At 34, the member of the Underground Construction Association’s Women in Tunneling group has supervised and recruited women engineers to Black & Veatch, helping feed the employee-owned company’s pipeline of smart minds. She’s mentored female engineering students in the University of Toronto’s Women in Science and Engineering (WISE) program. 

Galagusz always has been driven by the core belief that “engineering teams perform better when the team is diverse, and some of the most brilliant engineers I work with are women.”  

"Engineering teams perform better when the team is diverse, and some of the most brilliant engineers I work with are women."

Ashley Galagusz

Suffice it to say, it hasn’t been the journey she could have imagined. Fresh out of college with a civil engineering degree, Galagusz chased soil remediation and other environmental engineering gigs but found them frustratingly elusive. She broadened her search and happened upon a job listing for a “tunnel engineer-in-training,” then chased it out of curiosity.

“I had no idea what tunneling entailed,” she recalls of being inspired by the listing’s search for someone with chops in geotechnical and structural engineering — two courses she’d taken and enjoyed at McGill University in her native Montreal.

Of course, she got the job. A dozen years later and newly minted as the top young tunneller for 2024 by a Canadian trade group, the tunnel practice lead in northern California and the Pacific Northwest for Black & Veatch considers it nothing short of lifechanging.

“Tunneling is a niche industry, but I absolutely love it,” said Galagusz, now based in Vancouver and recently profiled in the Kansas City Business Journal for February’s “engineers week.” “Most people don’t know those tunnels are there, providing essential services like water, wastewater and power. There’s something so exhilarating about walking into a tunnel under construction and knowing that nobody above ground has any idea what’s going on beneath the surface.”

Ashley Galagusz

Call it tunnel vision about engineering that swept over her since her dad – a structural engineer – steered her into her eventual career path late in her high school years, given her knack for math and science. Galagusz dove into civil engineering, enamored by “the idea of working on projects that could benefit the environment and society.”

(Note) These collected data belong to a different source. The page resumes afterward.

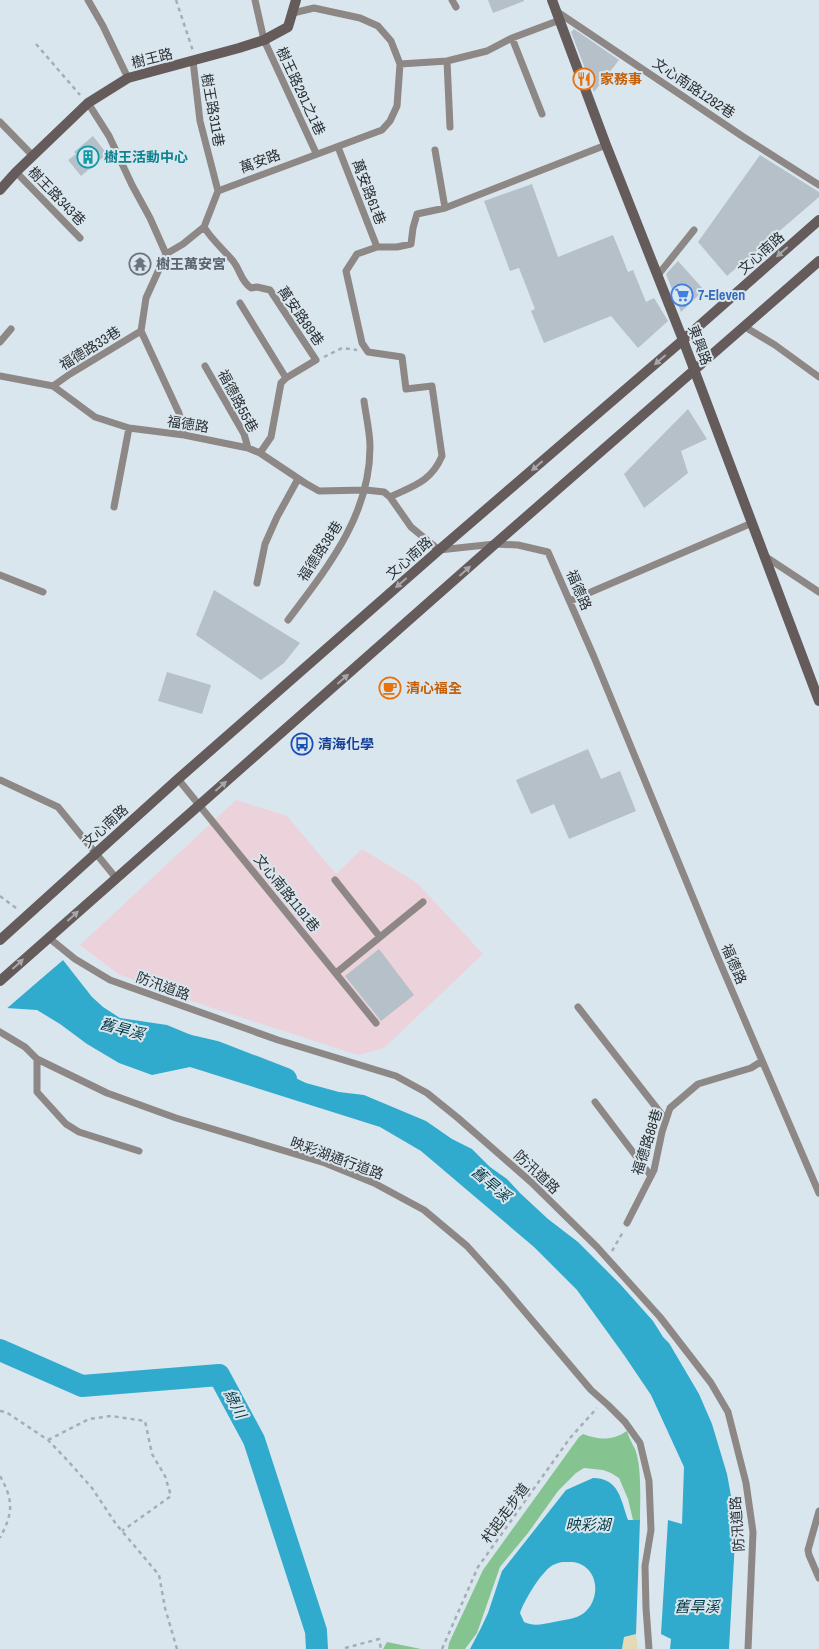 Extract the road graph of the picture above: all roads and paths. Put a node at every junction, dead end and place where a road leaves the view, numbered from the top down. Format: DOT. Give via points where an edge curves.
graph roads {
  1 [pos="88,0"];
  2 [pos="176,0"];
  3 [pos="255,0"];
  4 [pos="296,0"];
  5 [pos="552,0"];
  6 [pos="293,13"];
  7 [pos="558,15"];
  8 [pos="512,38"];
  9 [pos="264,40"];
  10 [pos="36,44"];
  11 [pos="193,61"];
  12 [pos="447,61"];
  13 [pos="400,64"];
  14 [pos="128,78"];
  15 [pos="88,103"];
  16 [pos="542,114"];
  17 [pos="0,122"];
  18 [pos="450,127"];
  19 [pos="606,145"];
  20 [pos="338,147"];
  21 [pos="435,150"];
  22 [pos="316,154"];
  23 [pos="33,156"];
  24 [pos="16,172"];
  25 [pos="819,185"];
  26 [pos="0,190"];
  27 [pos="218,191"];
  28 [pos="446,208"];
  29 [pos="819,220"];
  30 [pos="204,226"];
  31 [pos="694,230"];
  32 [pos="80,238"];
  33 [pos="377,247"];
  34 [pos="166,254"];
  35 [pos="819,261"];
  36 [pos="658,275"];
  37 [pos="240,303"];
  38 [pos="745,327"];
  39 [pos="11,330"];
  40 [pos="141,331"];
  41 [pos="683,340"];
  42 [pos="0,342"];
  43 [pos="368,352"];
  44 [pos="316,360"];
  45 [pos="205,366"];
  46 [pos="694,371"];
  47 [pos="0,376"];
  48 [pos="819,377"];
  49 [pos="286,378"];
  50 [pos="53,386"];
  51 [pos="364,401"];
  52 [pos="129,428"];
  53 [pos="184,435"];
  54 [pos="248,448"];
  55 [pos="260,453"];
  56 [pos="298,478"];
  57 [pos="366,490"];
  58 [pos="390,497"];
  59 [pos="114,507"];
  60 [pos="752,523"];
  61 [pos="495,544"];
  62 [pos="438,550"];
  63 [pos="766,557"];
  64 [pos="0,575"];
  65 [pos="257,583"];
  66 [pos="42,592"];
  67 [pos="819,592"];
  68 [pos="570,600"];
  69 [pos="288,620"];
  70 [pos="819,701"];
  71 [pos="178,779"];
  72 [pos="0,780"];
  73 [pos="200,806"];
  74 [pos="95,854"];
  75 [pos="116,878"];
  76 [pos="334,880"];
  77 [pos="0,896"];
  78 [pos="423,902"];
  79 [pos="16,908"];
  80 [pos="380,937"];
  81 [pos="48,938"];
  82 [pos="0,940"];
  83 [pos="336,973"];
  84 [pos="0,980"];
  85 [pos="578,1007"];
  86 [pos="376,1022"];
  87 [pos="0,1032"];
  88 [pos="36,1059"];
  89 [pos="762,1061"];
  90 [pos="595,1102"];
  91 [pos="666,1120"];
  92 [pos="139,1151"];
  93 [pos="651,1176"];
  94 [pos="819,1193"];
  95 [pos="627,1223"];
  96 [pos="608,1259"];
  97 [pos="604,1401"];
  98 [pos="0,1411"];
  99 [pos="48,1440"];
  100 [pos="0,1476"];
  101 [pos="819,1511"];
  102 [pos="122,1531"];
  103 [pos="0,1538"];
  104 [pos="819,1578"];
  105 [pos="345,1648"];
  106 [pos="177,1649"];
  107 [pos="381,1649"];
  108 [pos="442,1649"];
  109 [pos="649,1649"];
  110 [pos="748,1649"];
  1 -- 14 [label="lane"];
  2 -- 11 [label="path" via="193,50"];
  3 -- 9 [label="lane, 樹王路291之1巷"];
  4 -- 6 [label="main road, 樹王路"];
  5 -- 7 [label="main road, 東興路"];
  6 -- 9 [label="main road, 樹王路" via="288,27"];
  6 -- 13 [label="lane, 萬安路" via="314,8 360,18 378,26 391,40"];
  7 -- 8 [label="lane"];
  7 -- 19 [label="main road, 東興路"];
  7 -- 25 [label="lane, 文心南路1282巷"];
  8 -- 12 [label="lane" via="488,51"];
  8 -- 16 [label="lane"];
  9 -- 11 [label="main road, 樹王路"];
  9 -- 22 [label="lane, 樹王路291之1巷"];
  10 -- 15 [label="path"];
  11 -- 14 [label="main road, 樹王路"];
  11 -- 27 [label="lane, 樹王路311巷" via="200,121"];
  12 -- 13 [label="lane"];
  12 -- 18 [label="lane"];
  13 -- 20 [label="lane, 萬安路" via="397,106 390,121 382,130"];
  14 -- 15 [label="main road, 樹王路"];
  15 -- 23 [label="main road, 樹王路"];
  15 -- 34 [label="lane" via="109,136"];
  17 -- 23 [label="lane"];
  19 -- 28 [label="lane"];
  19 -- 36 [label="main road, 東興路"];
  20 -- 22 [label="lane, 萬安路"];
  20 -- 33 [label="lane, 萬安路61巷"];
  21 -- 28 [label="lane"];
  22 -- 27 [label="lane, 萬安路"];
  23 -- 24 [label="main road, 樹王路"];
  24 -- 26 [label="main road, 樹王路"];
  24 -- 32 [label="lane, 樹王路343巷"];
  27 -- 30 [label="lane"];
  28 -- 33 [label="lane" via="417,214 411,244"];
  29 -- 41 [label="main road, 文心南路, one-way"];
  30 -- 34 [label="lane"];
  30 -- 44 [label="lane, 萬安路89巷" via="212,240 235,263 243,282 251,288 270,290"];
  31 -- 36 [label="lane"];
  33 -- 43 [label="lane" via="356,254 346,271 362,343"];
  34 -- 40 [label="lane" via="146,298"];
  35 -- 38 [label="main road"];
  36 -- 41 [label="main road, 東興路"];
  37 -- 49 [label="lane"];
  38 -- 46 [label="main road"];
  38 -- 48 [label="lane"];
  39 -- 42 [label="lane"];
  40 -- 50 [label="lane, 福德路33巷"];
  40 -- 53 [label="lane" via="179,413"];
  41 -- 46 [label="main road, 東興路"];
  41 -- 62 [label="main road, 文心南路, one-way"];
  43 -- 44 [label="path" via="342,348"];
  43 -- 58 [label="lane" via="402,358 406,389 432,386 442,456 428,478"];
  44 -- 49 [label="lane"];
  45 -- 54 [label="lane, 福德路55巷" via="244,434"];
  46 -- 60 [label="main road, 東興路"];
  46 -- 61 [label="main road"];
  47 -- 50 [label="lane, 福德路"];
  49 -- 55 [label="lane" via="281,383 270,437"];
  50 -- 52 [label="lane, 福德路" via="95,417"];
  51 -- 57 [label="lane, 福德路38巷" via="370,447"];
  52 -- 53 [label="lane, 福德路"];
  52 -- 59 [label="lane"];
  53 -- 54 [label="lane, 福德路"];
  54 -- 55 [label="lane, 福德路"];
  55 -- 56 [label="lane, 福德路"];
  56 -- 57 [label="lane, 福德路" via="320,491"];
  56 -- 65 [label="lane" via="266,544"];
  57 -- 58 [label="lane, 福德路" via="384,492"];
  57 -- 69 [label="lane, 福德路38巷" via="349,532"];
  58 -- 62 [label="lane" via="411,527"];
  60 -- 63 [label="main road, 東興路"];
  60 -- 68 [label="lane"];
  61 -- 62 [label="lane, 福德路"];
  61 -- 68 [label="lane, 福德路" via="518,544 548,552"];
  73 -- 61 [label="main road, one-way"];
  62 -- 71 [label="main road, 文心南路, one-way"];
  63 -- 67 [label="lane"];
  63 -- 70 [label="main road, 東興路"];
  64 -- 66 [label="lane"];
  68 -- 89 [label="lane, 福德路"];
  71 -- 73 [label="lane, 文心南路1191巷"];
  71 -- 74 [label="main road, 文心南路"];
  72 -- 74 [label="lane" via="58,808"];
  73 -- 75 [label="main road"];
  73 -- 83 [label="lane, 文心南路1191巷"];
  74 -- 75 [label="lane"];
  74 -- 82 [label="main road, 文心南路"];
  81 -- 75 [label="main road, one-way"];
  76 -- 80 [label="lane"];
  77 -- 79 [label="path"];
  78 -- 80 [label="lane"];
  80 -- 83 [label="lane"];
  84 -- 81 [label="main road, one-way"];
  81 -- 96 [label="lane, 防汛道路" via="110,980 278,1040 396,1076 427,1093 531,1182"];
  83 -- 86 [label="lane, 文心南路1191巷"];
  85 -- 91 [label="lane"];
  87 -- 88 [label="lane, 映彩湖通行道路" via="25,1047"];
  88 -- 92 [label="lane" via="37,1092 66,1124 79,1132"];
  88 -- 97 [label="lane, 映彩湖通行道路" via="107,1093 366,1179 424,1210 467,1246"];
  89 -- 91 [label="lane, 福德路88巷" via="751,1068 698,1084 670,1108"];
  89 -- 94 [label="lane, 福德路"];
  90 -- 93 [label="lane"];
  91 -- 93 [label="lane, 福德路88巷"];
  93 -- 95 [label="lane, 福德路88巷"];
  95 -- 96 [label="path"];
  96 -- 110 [label="lane, 防汛道路" via="712,1383 728,1412 746,1483 752,1532"];
  97 -- 108 [label="path, 杙起走步道" via="570,1438 478,1567"];
  97 -- 109 [label="lane, 映彩湖通行道路" via="640,1443 649,1481 651,1530 645,1566"];
  98 -- 99 [label="path"];
  99 -- 102 [label="path" via="92,1488"];
  99 -- 102 [label="path" via="90,1419 111,1416 145,1421 152,1454 165,1476 171,1496"];
  100 -- 103 [label="path" via="11,1503"];
  101 -- 104 [label="lane" via="808,1550"];
  102 -- 106 [label="path" via="159,1575"];
  105 -- 107 [label="path" via="379,1639"];
}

Her work has included designing underground structures for one of the largest wastewater pumping stations in North America – a billion-dollar Canadian project. She also proved instrumental in designing the new tunnels beneath Lake Ontario for what will be North America’s first grid-scale small nuclear modular reactor.

“There’s integrity in doing good quality work, even if it’s just placing a price sticker on a $1 item.”

Ashley Galagusz, Black & Veatch Engineer

All of it helps explain why last October she took home the top young tunneller award from the Tunneling Association of Canada, bestowed to someone 35 or younger who’s made an outstanding contribution to that country’s tunneling and underground infrastructure projects.

"Ashley’s success is a testament to her passion for engineering, mentoring others and achieving successful project outcomes,” said Dan Cressman, her Black & Veatch supervisor. “The example Ashley has set in this regard has helped foster development of talent at Black & Veatch and position us as a leader in the execution of complex underground projects."

Galagusz takes stock in how far she’s come since her first job in her hometown’s big-box convenience store, where she worked the cash register, filled balloon orders, restocked shelves and learned something priceless that’s still applicable today — “that no task is too small to not do it well.” “There’s integrity in doing good quality work, even if it’s just placing a price sticker on a $1 item,” she said.